◆ **Task prompt**
Would you print the data below exactly, leaving out every picture?

-- Opening Marker --

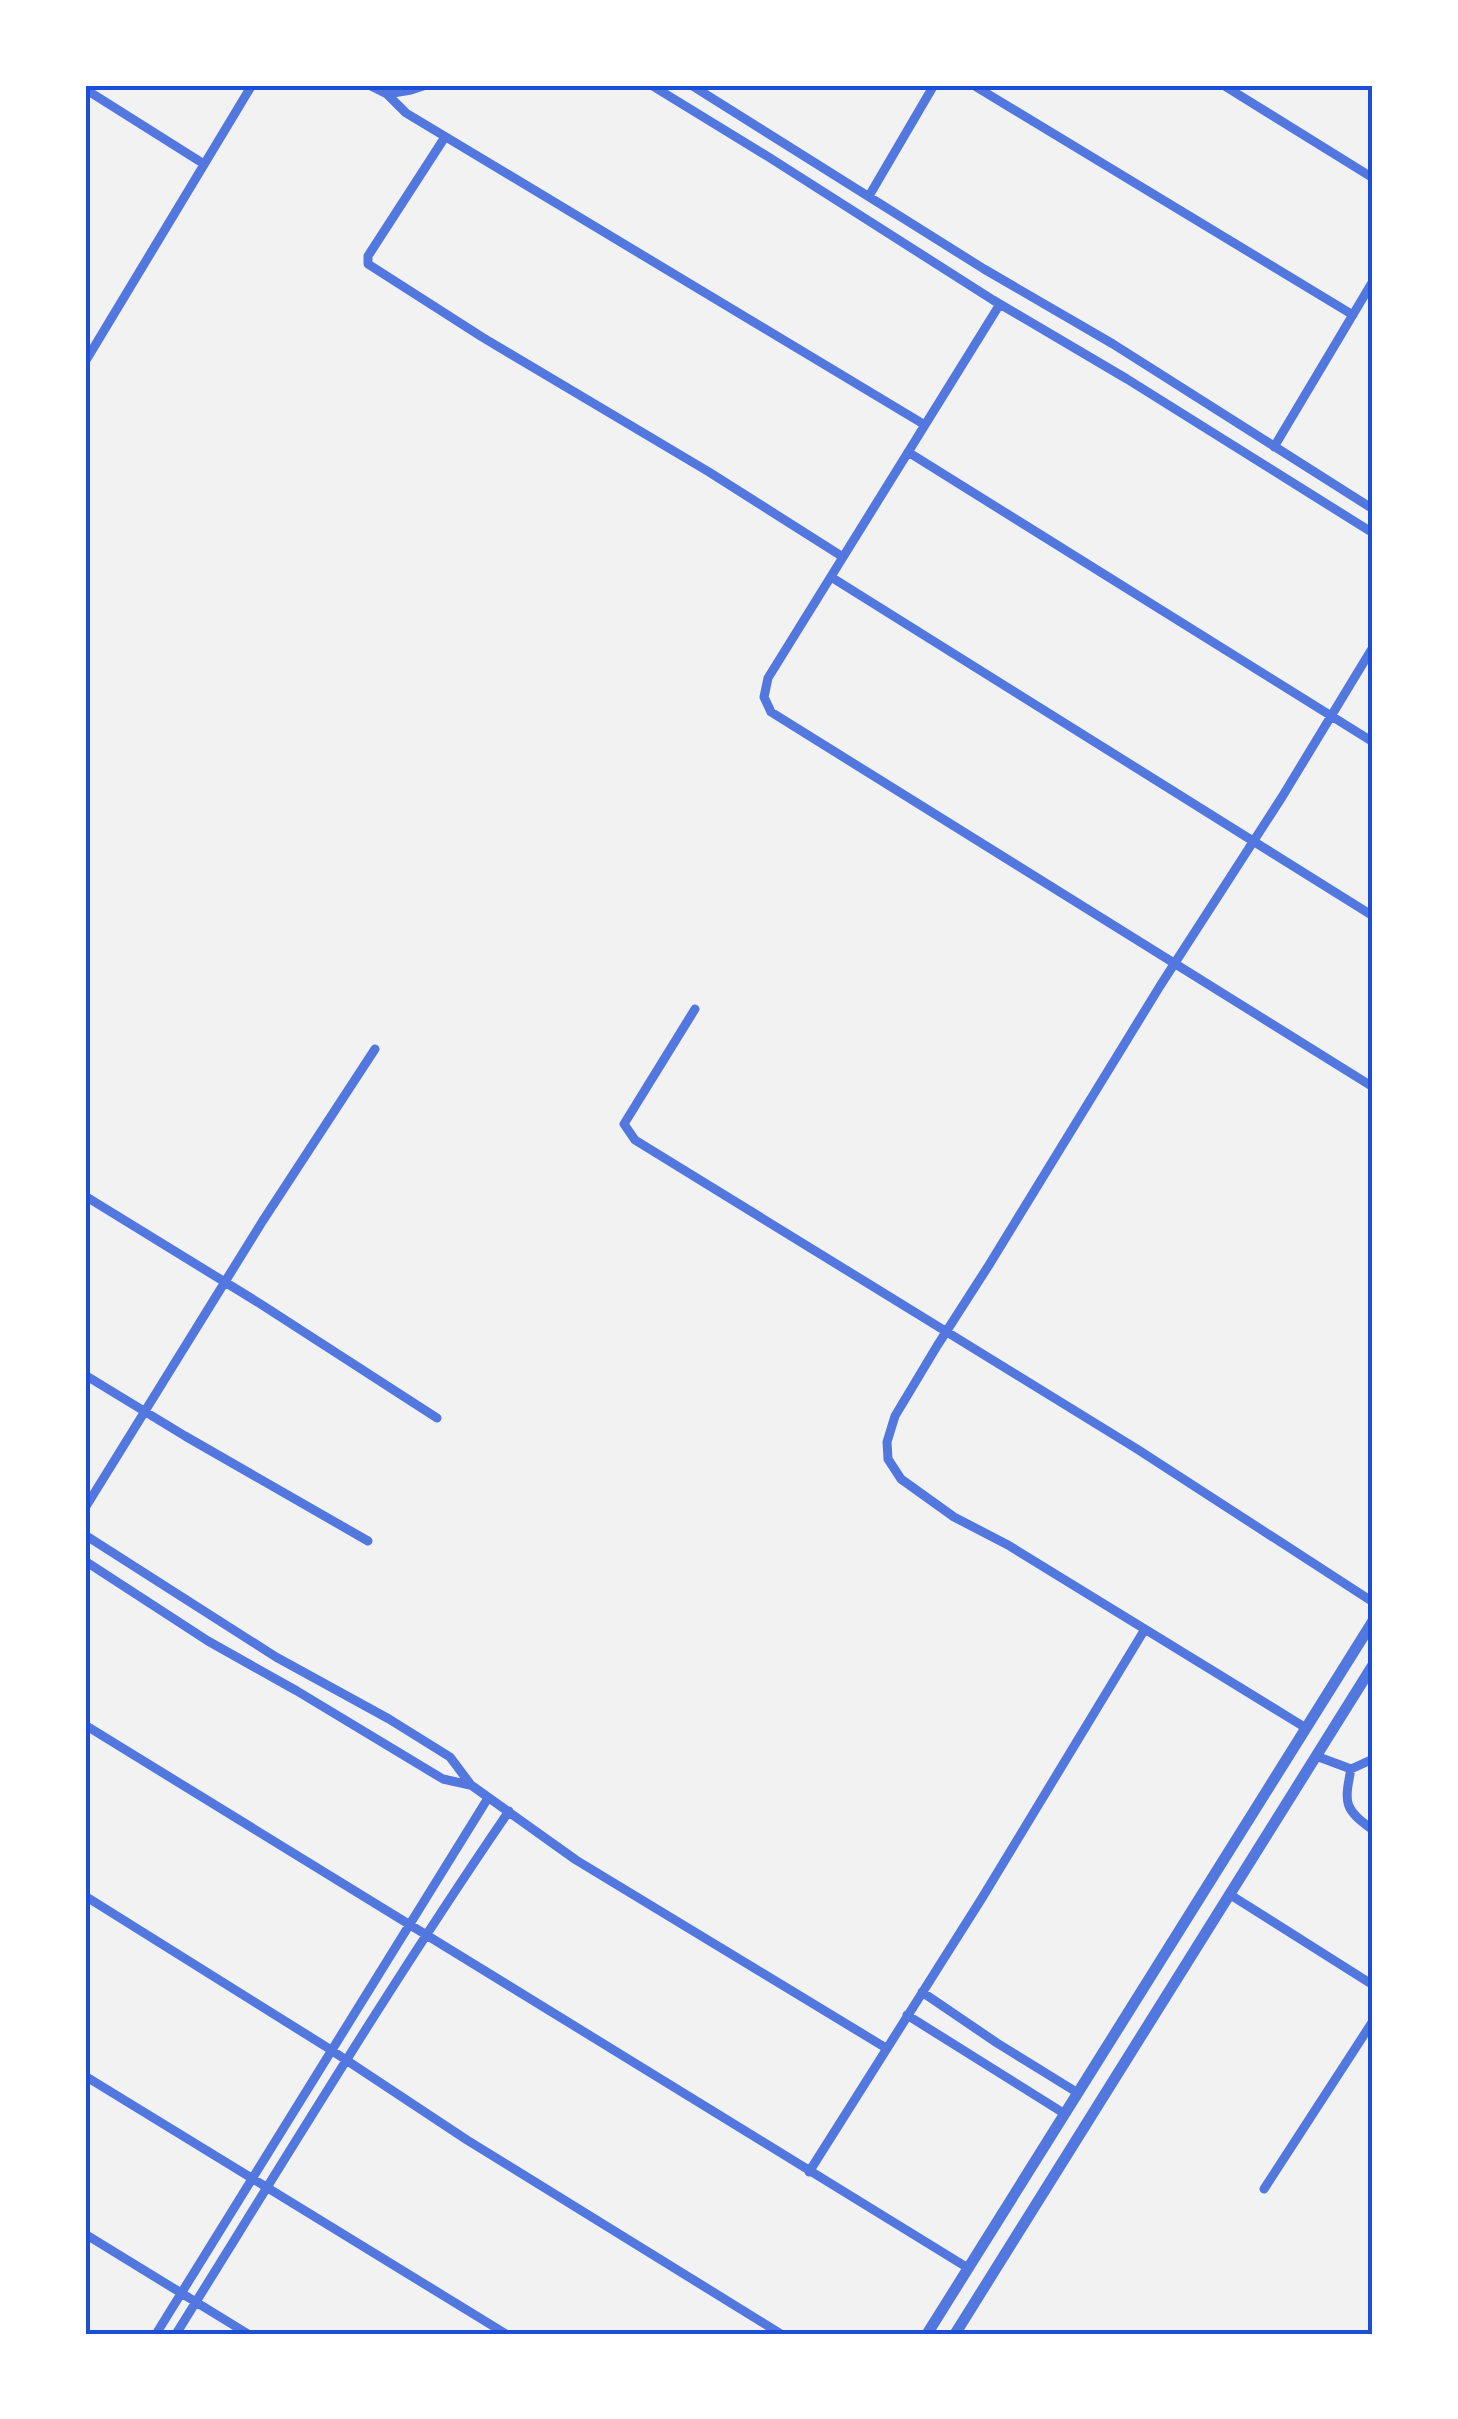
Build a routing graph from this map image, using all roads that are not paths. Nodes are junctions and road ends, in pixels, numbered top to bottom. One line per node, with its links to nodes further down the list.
1 (252, 85): 12 (street)
2 (369, 85): 10 (street)
3 (426, 85): 10 (street)
4 (651, 85): 16 (street)
5 (692, 85): 14 (street)
6 (934, 85): 14 (street)
7 (973, 85): 17 (street)
8 (1223, 85): 13 (street)
9 (85, 89): 12 (street)
10 (388, 94): 11 (street)
11 (445, 136): 19 (street); 24 (street)
12 (204, 164): 18 (street)
13 (1373, 178)
14 (868, 196): 20 (street)
15 (1373, 282): 17 (street)
16 (1000, 304): 19 (street); 23 (street)
17 (1353, 315): 20 (street)
18 (85, 362)
19 (924, 425): 21 (street)
20 (1274, 447): 22 (street)
21 (908, 452): 24 (street); 27 (street)
22 (1373, 509)
23 (1373, 533)
24 (843, 558): 25 (street)
25 (831, 577): 29 (street); 31 (street)
26 (1373, 647): 27 (street)
27 (1332, 716): 28 (street); 29 (street)
28 (1373, 742)
29 (1254, 842): 30 (street); 31 (street)
30 (1373, 916)
31 (1174, 964): 34 (street); 37 (street)
32 (694, 1009): 37 (street)
33 (375, 1049): 36 (street)
34 (1373, 1087)
35 (85, 1196): 36 (street)
36 (225, 1282): 39 (street); 40 (street)
37 (946, 1331): 45 (street); 47 (street)
38 (85, 1375): 39 (street)
39 (146, 1412): 41 (street); 43 (street)
40 (437, 1418)
41 (85, 1508)
42 (85, 1535): 54 (street)
43 (368, 1541)
44 (85, 1561): 54 (street)
45 (1373, 1602)
46 (1373, 1621): 50 (street)
47 (1146, 1630): 50 (street); 63 (street)
48 (1373, 1665): 51 (street)
49 (85, 1725): 60 (street)
50 (1306, 1728): 70 (street)
51 (1316, 1756): 53 (street); 58 (street)
52 (1373, 1759): 53 (street)
53 (1350, 1769): 57 (street)
54 (471, 1786): 55 (street)
55 (488, 1798): 56 (street); 60 (street)
56 (509, 1812): 61 (street); 66 (street)
57 (1373, 1830)
58 (1230, 1894): 62 (street); 86 (street)
59 (85, 1896): 67 (street)
60 (410, 1924): 61 (street); 67 (street)
61 (427, 1934): 68 (street); 72 (street)
62 (1373, 1985)
63 (922, 1992): 64 (street); 70 (street)
64 (908, 2015): 66 (street); 71 (street)
65 (1373, 2021): 75 (street)
66 (886, 2048): 72 (street)
67 (331, 2050): 68 (street); 73 (street)
68 (347, 2060): 74 (street); 84 (street)
69 (85, 2076): 73 (street)
70 (1078, 2092): 71 (street)
71 (1065, 2114): 77 (street)
72 (810, 2172): 77 (street)
73 (250, 2179): 74 (street); 78 (street)
74 (266, 2188): 79 (street); 83 (street)
75 (1264, 2189)
76 (85, 2234): 78 (street)
77 (968, 2268): 85 (street)
78 (182, 2293): 79 (street); 80 (street)
79 (196, 2302): 81 (street); 82 (street)
80 (156, 2334)
81 (176, 2334)
82 (248, 2334)
83 (506, 2334)
84 (781, 2334)
85 (927, 2334)
86 (955, 2334)

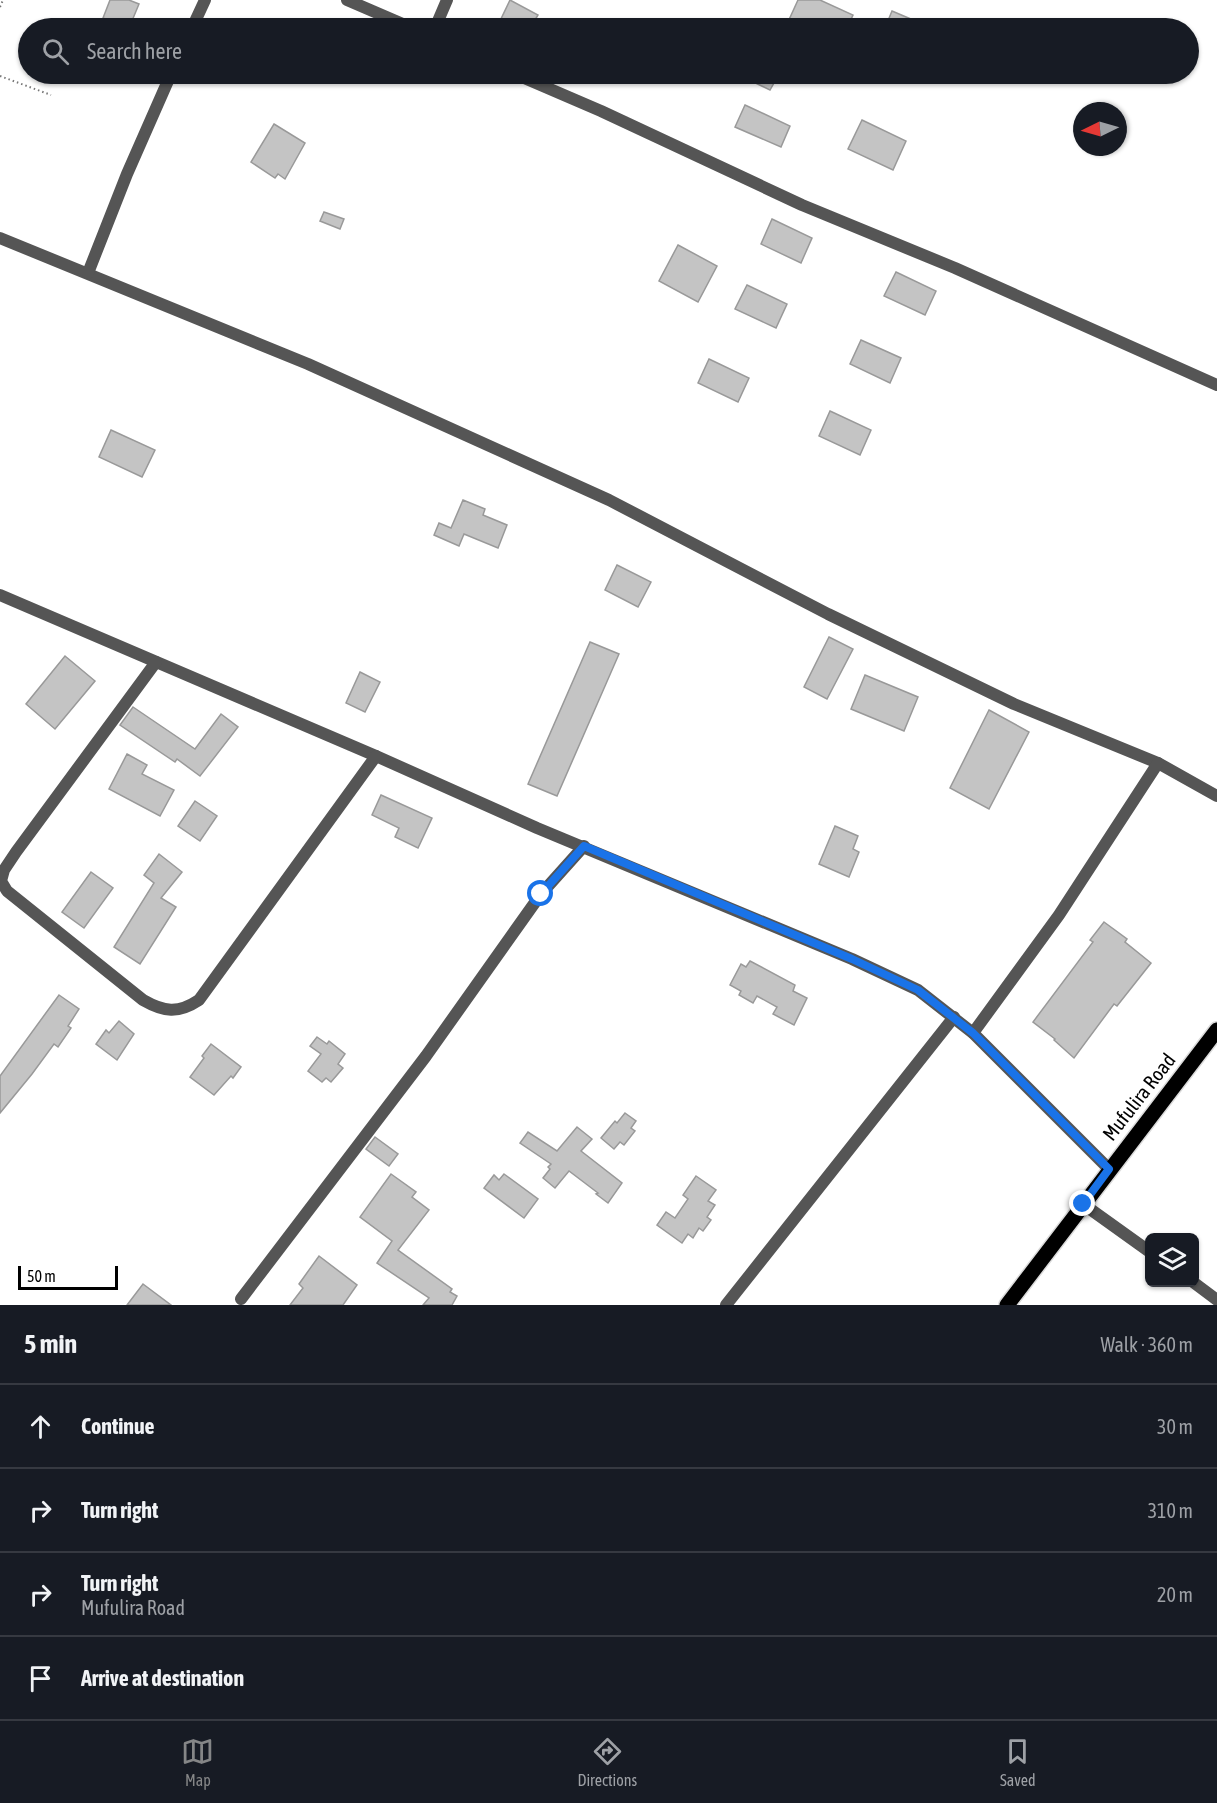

-- Closing Marker --

◆ **Solution**
Build a routing graph from this map image, using all roads that are not paths. Nodes are junctions and road ends, in pixels, numbered top to bottom. One line per node, with its links to nodes further down the list.
1 (252, 85): 12 (street)
2 (369, 85): 10 (street)
3 (426, 85): 10 (street)
4 (651, 85): 16 (street)
5 (692, 85): 14 (street)
6 (934, 85): 14 (street)
7 (973, 85): 17 (street)
8 (1223, 85): 13 (street)
9 (85, 89): 12 (street)
10 (388, 94): 11 (street)
11 (445, 136): 19 (street); 24 (street)
12 (204, 164): 18 (street)
13 (1373, 178)
14 (868, 196): 20 (street)
15 (1373, 282): 17 (street)
16 (1000, 304): 19 (street); 23 (street)
17 (1353, 315): 20 (street)
18 (85, 362)
19 (924, 425): 21 (street)
20 (1274, 447): 22 (street)
21 (908, 452): 24 (street); 27 (street)
22 (1373, 509)
23 (1373, 533)
24 (843, 558): 25 (street)
25 (831, 577): 29 (street); 31 (street)
26 (1373, 647): 27 (street)
27 (1332, 716): 28 (street); 29 (street)
28 (1373, 742)
29 (1254, 842): 30 (street); 31 (street)
30 (1373, 916)
31 (1174, 964): 34 (street); 37 (street)
32 (694, 1009): 37 (street)
33 (375, 1049): 36 (street)
34 (1373, 1087)
35 (85, 1196): 36 (street)
36 (225, 1282): 39 (street); 40 (street)
37 (946, 1331): 45 (street); 47 (street)
38 (85, 1375): 39 (street)
39 (146, 1412): 41 (street); 43 (street)
40 (437, 1418)
41 (85, 1508)
42 (85, 1535): 54 (street)
43 (368, 1541)
44 (85, 1561): 54 (street)
45 (1373, 1602)
46 (1373, 1621): 50 (street)
47 (1146, 1630): 50 (street); 63 (street)
48 (1373, 1665): 51 (street)
49 (85, 1725): 60 (street)
50 (1306, 1728): 70 (street)
51 (1316, 1756): 53 (street); 58 (street)
52 (1373, 1759): 53 (street)
53 (1350, 1769): 57 (street)
54 (471, 1786): 55 (street)
55 (488, 1798): 56 (street); 60 (street)
56 (509, 1812): 61 (street); 66 (street)
57 (1373, 1830)
58 (1230, 1894): 62 (street); 86 (street)
59 (85, 1896): 67 (street)
60 (410, 1924): 61 (street); 67 (street)
61 (427, 1934): 68 (street); 72 (street)
62 (1373, 1985)
63 (922, 1992): 64 (street); 70 (street)
64 (908, 2015): 66 (street); 71 (street)
65 (1373, 2021): 75 (street)
66 (886, 2048): 72 (street)
67 (331, 2050): 68 (street); 73 (street)
68 (347, 2060): 74 (street); 84 (street)
69 (85, 2076): 73 (street)
70 (1078, 2092): 71 (street)
71 (1065, 2114): 77 (street)
72 (810, 2172): 77 (street)
73 (250, 2179): 74 (street); 78 (street)
74 (266, 2188): 79 (street); 83 (street)
75 (1264, 2189)
76 (85, 2234): 78 (street)
77 (968, 2268): 85 (street)
78 (182, 2293): 79 (street); 80 (street)
79 (196, 2302): 81 (street); 82 (street)
80 (156, 2334)
81 (176, 2334)
82 (248, 2334)
83 (506, 2334)
84 (781, 2334)
85 (927, 2334)
86 (955, 2334)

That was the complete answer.